Task requirements: Without any images, write the listing below out word for word.

Input records:
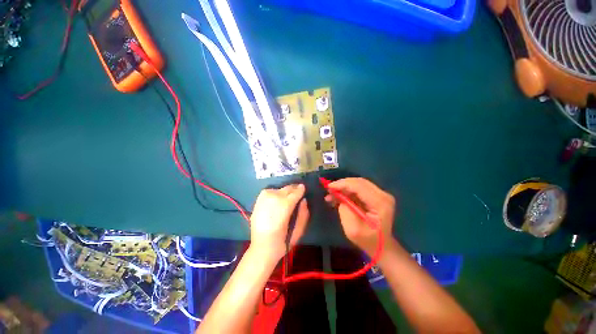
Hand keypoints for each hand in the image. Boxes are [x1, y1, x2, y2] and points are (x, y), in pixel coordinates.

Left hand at [249, 184, 308, 261]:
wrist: (261, 249)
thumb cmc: (282, 242)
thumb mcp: (298, 231)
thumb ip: (303, 215)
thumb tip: (304, 200)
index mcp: (284, 208)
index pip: (294, 193)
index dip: (300, 189)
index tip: (304, 187)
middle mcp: (273, 200)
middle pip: (286, 189)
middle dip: (294, 188)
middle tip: (298, 189)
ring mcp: (263, 200)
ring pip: (278, 189)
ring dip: (285, 191)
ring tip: (289, 195)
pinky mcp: (257, 201)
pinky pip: (269, 191)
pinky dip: (276, 192)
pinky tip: (278, 198)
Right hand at [325, 178, 395, 256]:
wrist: (382, 246)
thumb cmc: (367, 240)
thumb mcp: (352, 229)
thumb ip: (345, 210)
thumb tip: (339, 196)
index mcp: (380, 203)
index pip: (359, 186)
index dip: (342, 184)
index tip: (328, 187)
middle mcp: (383, 195)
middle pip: (359, 182)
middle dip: (342, 184)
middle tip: (329, 190)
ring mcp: (381, 194)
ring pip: (358, 183)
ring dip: (344, 187)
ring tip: (332, 194)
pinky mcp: (377, 195)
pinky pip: (360, 188)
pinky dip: (348, 190)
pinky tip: (339, 196)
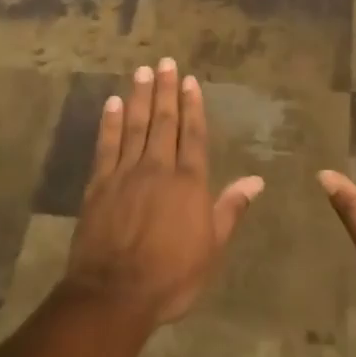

Result of the exercise:
Hand keypoints for each hand in the image. Boxes are [x1, y1, x2, y2] and points are (x, y), in pixel coordinates.

Left hand at [249, 184, 308, 261]:
wrist: (261, 249)
thumb cmc: (282, 242)
thumb mcp: (298, 231)
thumb ip: (303, 215)
thumb tip: (304, 200)
index mcp: (284, 208)
index pip: (294, 193)
index dip: (300, 189)
index tip: (304, 187)
middle mcp: (273, 200)
middle pip: (286, 189)
middle dip: (294, 188)
middle tip: (298, 189)
ring mcp: (263, 200)
ring pip: (278, 189)
ring dip: (285, 191)
ring tip: (289, 195)
pinky mcp: (257, 201)
pinky pip: (269, 191)
pinky dip: (276, 192)
pinky tip: (278, 198)
Right hand at [325, 178, 395, 256]:
wrist: (382, 246)
thumb cmc: (367, 240)
thumb mcp: (352, 229)
thumb ip: (345, 210)
thumb tip: (339, 196)
index mcp: (380, 203)
index pip: (359, 186)
index dip: (342, 184)
index tip: (328, 187)
middle mcp: (383, 195)
middle pip: (359, 182)
middle dip: (342, 184)
middle tip: (329, 190)
ring mcp: (381, 194)
ring pip: (358, 183)
ring dip: (344, 187)
ring tip: (332, 194)
pinky mcp: (377, 195)
pinky pip: (360, 188)
pinky dip: (348, 190)
pinky tip: (339, 196)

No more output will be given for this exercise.